Trust the ways God can change your spouse!
12. Pray Together
As children of God, one of the most important things you can do with your new spouse is to talk to your Heavenly Father together.
Short Daily devotionals with bible passages will sometimes encourage couples to pray together.
Newly married couples must know that relationships have plenty of bumps along the way, and prayer is the shock absorber that helps make the journey a little less difficult.
Practically, try going on a prayer walk together. Hold hands and pray.
Colossians 4:2 instructs us to “Continue steadfastly in prayer, being watchful in it with thanksgiving.” ESV
Start the morning with prayer. End the day with prayer. A family that prays together stays together, they say.
Pray about fears, difficulties, conflicts, and decisions. Surprise each other by calling to pray together.
Make prayer a part of your everyday experience with your spouse.
The Bible agrees that when people pray together their petitions are heard by God: Matthew 18:19: “Again I say unto you, that if two of you shall agree on earth as touching anything that they shall ask, it shall be done for them of my Father which is in heaven.”
13. Pray For Each Other
Similar to the last point, this point emphasizes an important lesson learned in marriage.
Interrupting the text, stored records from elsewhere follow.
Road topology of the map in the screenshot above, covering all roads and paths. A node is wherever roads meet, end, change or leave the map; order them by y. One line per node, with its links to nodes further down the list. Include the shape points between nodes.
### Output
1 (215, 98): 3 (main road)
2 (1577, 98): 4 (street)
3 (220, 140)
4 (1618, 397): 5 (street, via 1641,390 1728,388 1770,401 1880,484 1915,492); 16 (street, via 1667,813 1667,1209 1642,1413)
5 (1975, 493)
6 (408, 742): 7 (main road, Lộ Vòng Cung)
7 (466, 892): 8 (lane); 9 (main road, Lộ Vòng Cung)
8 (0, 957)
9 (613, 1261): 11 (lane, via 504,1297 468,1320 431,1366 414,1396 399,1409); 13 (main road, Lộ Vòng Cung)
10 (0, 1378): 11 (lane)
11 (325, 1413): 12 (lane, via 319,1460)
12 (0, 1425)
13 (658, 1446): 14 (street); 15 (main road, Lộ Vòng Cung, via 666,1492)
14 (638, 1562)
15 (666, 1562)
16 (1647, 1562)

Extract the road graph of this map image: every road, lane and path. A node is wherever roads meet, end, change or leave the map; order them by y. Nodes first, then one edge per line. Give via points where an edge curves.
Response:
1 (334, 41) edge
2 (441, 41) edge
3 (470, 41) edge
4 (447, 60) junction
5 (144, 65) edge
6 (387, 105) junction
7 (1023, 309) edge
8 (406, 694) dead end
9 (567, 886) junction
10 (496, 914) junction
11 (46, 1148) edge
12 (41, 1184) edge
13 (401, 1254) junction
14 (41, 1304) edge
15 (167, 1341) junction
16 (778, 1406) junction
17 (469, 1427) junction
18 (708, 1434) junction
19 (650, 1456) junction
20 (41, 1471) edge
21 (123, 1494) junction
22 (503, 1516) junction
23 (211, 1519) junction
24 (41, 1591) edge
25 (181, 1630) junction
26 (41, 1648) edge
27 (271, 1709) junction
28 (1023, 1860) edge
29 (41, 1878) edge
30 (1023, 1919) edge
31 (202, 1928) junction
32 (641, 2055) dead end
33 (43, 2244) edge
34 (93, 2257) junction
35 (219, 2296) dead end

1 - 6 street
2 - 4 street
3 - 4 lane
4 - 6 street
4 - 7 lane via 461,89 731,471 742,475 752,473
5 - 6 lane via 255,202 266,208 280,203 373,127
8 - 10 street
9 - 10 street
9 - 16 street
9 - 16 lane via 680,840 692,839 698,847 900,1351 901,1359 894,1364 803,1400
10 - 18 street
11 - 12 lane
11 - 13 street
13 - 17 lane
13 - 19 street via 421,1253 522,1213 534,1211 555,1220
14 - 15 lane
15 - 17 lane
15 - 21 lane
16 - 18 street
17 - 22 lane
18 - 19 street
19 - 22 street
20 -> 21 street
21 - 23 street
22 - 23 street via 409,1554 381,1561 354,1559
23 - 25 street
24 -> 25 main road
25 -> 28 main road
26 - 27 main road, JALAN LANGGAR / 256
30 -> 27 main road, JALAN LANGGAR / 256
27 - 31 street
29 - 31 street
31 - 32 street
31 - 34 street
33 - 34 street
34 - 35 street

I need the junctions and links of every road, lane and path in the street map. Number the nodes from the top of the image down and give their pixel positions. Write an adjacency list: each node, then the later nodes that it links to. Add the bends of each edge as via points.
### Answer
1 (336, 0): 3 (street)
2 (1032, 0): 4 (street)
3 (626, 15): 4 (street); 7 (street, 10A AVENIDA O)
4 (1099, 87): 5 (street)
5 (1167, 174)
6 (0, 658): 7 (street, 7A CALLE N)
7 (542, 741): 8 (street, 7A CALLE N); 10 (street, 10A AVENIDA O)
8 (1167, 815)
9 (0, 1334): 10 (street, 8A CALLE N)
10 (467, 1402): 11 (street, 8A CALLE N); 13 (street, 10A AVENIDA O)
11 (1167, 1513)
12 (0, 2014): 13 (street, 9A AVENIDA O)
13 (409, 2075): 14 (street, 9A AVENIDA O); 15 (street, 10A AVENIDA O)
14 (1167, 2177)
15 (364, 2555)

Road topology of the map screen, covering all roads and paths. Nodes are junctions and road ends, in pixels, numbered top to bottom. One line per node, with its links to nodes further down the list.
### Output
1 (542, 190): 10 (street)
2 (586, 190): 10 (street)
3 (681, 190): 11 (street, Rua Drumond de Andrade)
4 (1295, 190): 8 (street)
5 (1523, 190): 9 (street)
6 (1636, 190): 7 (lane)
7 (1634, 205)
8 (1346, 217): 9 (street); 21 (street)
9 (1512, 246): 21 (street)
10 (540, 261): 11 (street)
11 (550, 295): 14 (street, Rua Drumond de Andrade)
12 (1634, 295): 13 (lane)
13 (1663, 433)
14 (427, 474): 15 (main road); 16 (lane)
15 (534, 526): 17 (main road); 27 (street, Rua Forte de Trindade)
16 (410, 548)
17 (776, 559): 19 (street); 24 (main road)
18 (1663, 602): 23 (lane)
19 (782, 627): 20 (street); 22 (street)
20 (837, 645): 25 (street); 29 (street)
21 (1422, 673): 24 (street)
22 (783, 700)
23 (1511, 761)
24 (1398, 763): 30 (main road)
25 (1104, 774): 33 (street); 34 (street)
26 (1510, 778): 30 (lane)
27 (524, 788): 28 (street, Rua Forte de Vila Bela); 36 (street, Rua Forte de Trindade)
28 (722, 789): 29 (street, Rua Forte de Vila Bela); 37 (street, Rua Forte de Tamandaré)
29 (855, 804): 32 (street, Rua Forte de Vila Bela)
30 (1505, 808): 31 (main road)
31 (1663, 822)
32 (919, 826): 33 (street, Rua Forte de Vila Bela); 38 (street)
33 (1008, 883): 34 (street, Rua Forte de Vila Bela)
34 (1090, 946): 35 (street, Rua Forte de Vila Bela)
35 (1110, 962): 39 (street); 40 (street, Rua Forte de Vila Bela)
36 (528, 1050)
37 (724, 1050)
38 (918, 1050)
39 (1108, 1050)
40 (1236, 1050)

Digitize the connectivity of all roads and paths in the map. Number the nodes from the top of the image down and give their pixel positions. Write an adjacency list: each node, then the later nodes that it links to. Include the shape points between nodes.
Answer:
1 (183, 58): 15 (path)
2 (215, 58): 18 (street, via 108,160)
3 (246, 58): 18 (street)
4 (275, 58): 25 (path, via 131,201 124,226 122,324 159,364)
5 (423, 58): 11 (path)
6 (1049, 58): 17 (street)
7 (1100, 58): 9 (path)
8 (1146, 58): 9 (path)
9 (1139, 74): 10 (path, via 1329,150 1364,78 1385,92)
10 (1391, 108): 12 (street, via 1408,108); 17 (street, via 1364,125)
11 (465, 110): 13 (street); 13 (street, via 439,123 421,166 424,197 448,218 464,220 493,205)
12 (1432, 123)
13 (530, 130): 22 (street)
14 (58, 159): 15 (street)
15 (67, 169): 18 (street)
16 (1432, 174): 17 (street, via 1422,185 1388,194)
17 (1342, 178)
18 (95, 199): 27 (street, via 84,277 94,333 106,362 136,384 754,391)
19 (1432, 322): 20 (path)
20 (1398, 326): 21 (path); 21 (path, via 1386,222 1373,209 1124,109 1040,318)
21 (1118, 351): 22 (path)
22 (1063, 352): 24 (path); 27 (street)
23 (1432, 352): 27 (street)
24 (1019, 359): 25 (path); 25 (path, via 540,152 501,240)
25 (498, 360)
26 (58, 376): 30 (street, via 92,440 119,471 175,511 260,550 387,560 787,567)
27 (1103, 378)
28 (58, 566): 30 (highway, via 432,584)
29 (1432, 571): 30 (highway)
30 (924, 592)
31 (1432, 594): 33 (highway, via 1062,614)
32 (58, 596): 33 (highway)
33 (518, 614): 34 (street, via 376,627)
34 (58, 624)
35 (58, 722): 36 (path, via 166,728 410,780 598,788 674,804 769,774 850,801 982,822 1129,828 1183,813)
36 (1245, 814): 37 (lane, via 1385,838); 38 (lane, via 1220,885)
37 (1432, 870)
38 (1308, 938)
Prayer is a powerful tool to touch the heart of your spouse—and to change your own heart in the process.
In moments of conflicts or discord, your knee-jerk reaction may be rehashing the situation in your mind or with your words.
Instead of mulling, try turning to Christ with the conflict. Pray for your spouse.
This is probably the best marriage advice for newlyweds.
In his book, Life Together, Bonhoeffer said we should “speak to Christ more about a brother than to a brother about Christ.”
In other words, talk to God about your spouse even more than you talk to your spouse about problems, issues, or concerns.
Bring your spouse’s hopes, dreams, failures, sins, and struggles to the Lord in prayer.As you do, you may see that God wants to change you as well.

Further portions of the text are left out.